Information given ▸
Start of Block
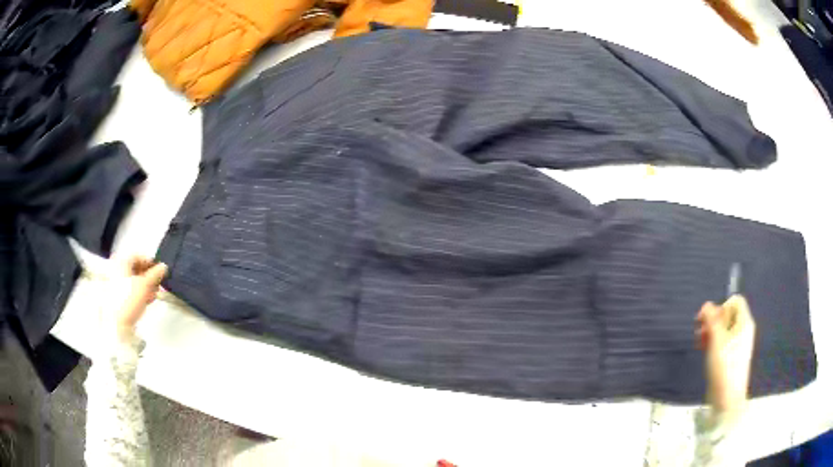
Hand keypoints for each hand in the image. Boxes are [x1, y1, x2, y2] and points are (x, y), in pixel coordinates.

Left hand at [105, 256, 167, 341]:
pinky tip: (147, 299)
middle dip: (149, 276)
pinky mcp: (118, 295)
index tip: (159, 270)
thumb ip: (155, 274)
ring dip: (146, 285)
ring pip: (134, 279)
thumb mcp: (145, 285)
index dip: (150, 262)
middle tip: (158, 283)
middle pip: (136, 268)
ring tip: (154, 294)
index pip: (138, 256)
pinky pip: (130, 289)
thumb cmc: (129, 299)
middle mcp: (116, 269)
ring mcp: (116, 283)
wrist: (118, 322)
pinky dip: (140, 292)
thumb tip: (163, 267)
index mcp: (121, 262)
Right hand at [696, 295, 755, 417]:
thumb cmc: (724, 365)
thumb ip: (711, 320)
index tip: (709, 321)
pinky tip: (704, 351)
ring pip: (724, 329)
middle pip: (728, 315)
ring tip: (699, 343)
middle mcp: (743, 330)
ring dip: (710, 332)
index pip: (735, 301)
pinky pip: (723, 341)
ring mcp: (738, 344)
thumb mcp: (716, 340)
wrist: (727, 397)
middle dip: (713, 320)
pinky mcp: (731, 356)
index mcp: (744, 322)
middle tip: (699, 332)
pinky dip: (713, 342)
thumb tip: (706, 305)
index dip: (721, 306)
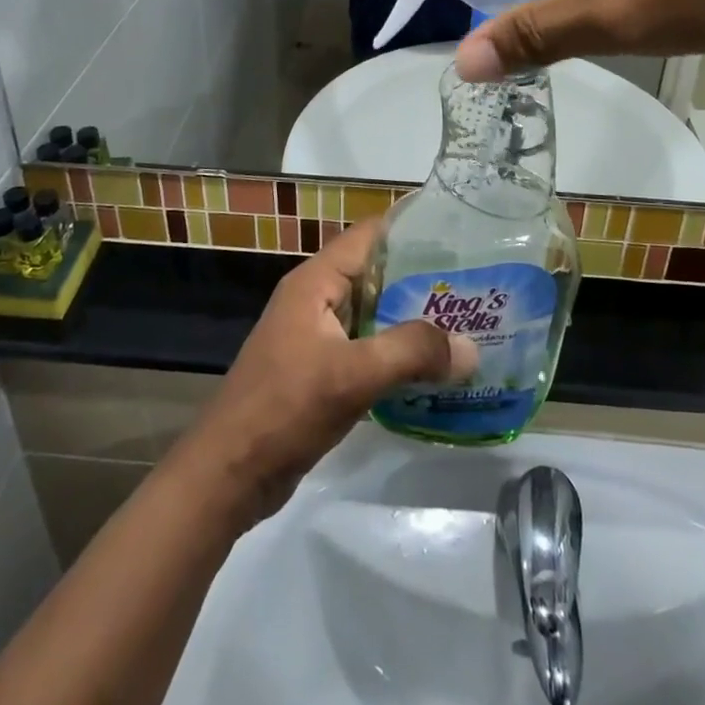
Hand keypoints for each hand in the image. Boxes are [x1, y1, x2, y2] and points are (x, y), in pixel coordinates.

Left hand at [178, 219, 478, 521]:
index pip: (370, 235)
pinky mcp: (321, 372)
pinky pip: (368, 349)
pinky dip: (398, 354)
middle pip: (377, 274)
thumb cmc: (284, 408)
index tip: (460, 231)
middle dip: (423, 278)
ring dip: (414, 320)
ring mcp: (317, 337)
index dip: (412, 228)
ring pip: (375, 315)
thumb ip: (411, 352)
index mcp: (316, 282)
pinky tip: (434, 369)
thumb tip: (472, 347)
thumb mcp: (351, 374)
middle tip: (476, 285)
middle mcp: (317, 300)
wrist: (228, 476)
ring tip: (467, 323)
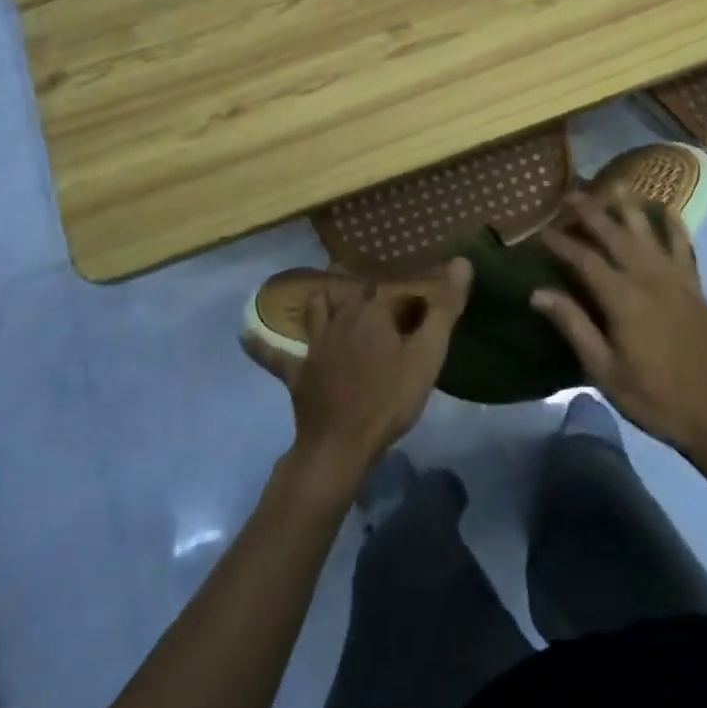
End of Block
Try it ▸
Would you give again, exactly, the lines in the data above that run from the line containing "middle mcp: (743, 330)" to the line containing "ring mcp: (317, 337)"? Include both ends and no pictures.

Solution below ▸
middle mcp: (743, 330)
ring dip: (710, 332)
index pip: (735, 301)
pinky pip: (723, 341)
ring mcp: (738, 344)
thumb mcp: (716, 340)
wrist: (727, 397)
middle dip: (713, 320)
pinky mcp: (731, 356)
index mcp: (744, 322)
middle tip: (699, 332)
pinky dip: (713, 342)
thumb tip: (706, 305)
index dip: (721, 306)
Hand keypoints for each hand in the image. Boxes are [x1, y1, x2, y2] and points are (x, y), in pixel coordinates.

Left hand at [178, 219, 478, 521]:
index pip: (370, 235)
pinky mcp: (321, 372)
pinky pip: (368, 349)
pinky dip: (398, 354)
middle pip: (377, 274)
thumb cmc: (284, 408)
index tip: (460, 231)
middle dip: (423, 278)
ring dip: (414, 320)
ring mcp: (317, 337)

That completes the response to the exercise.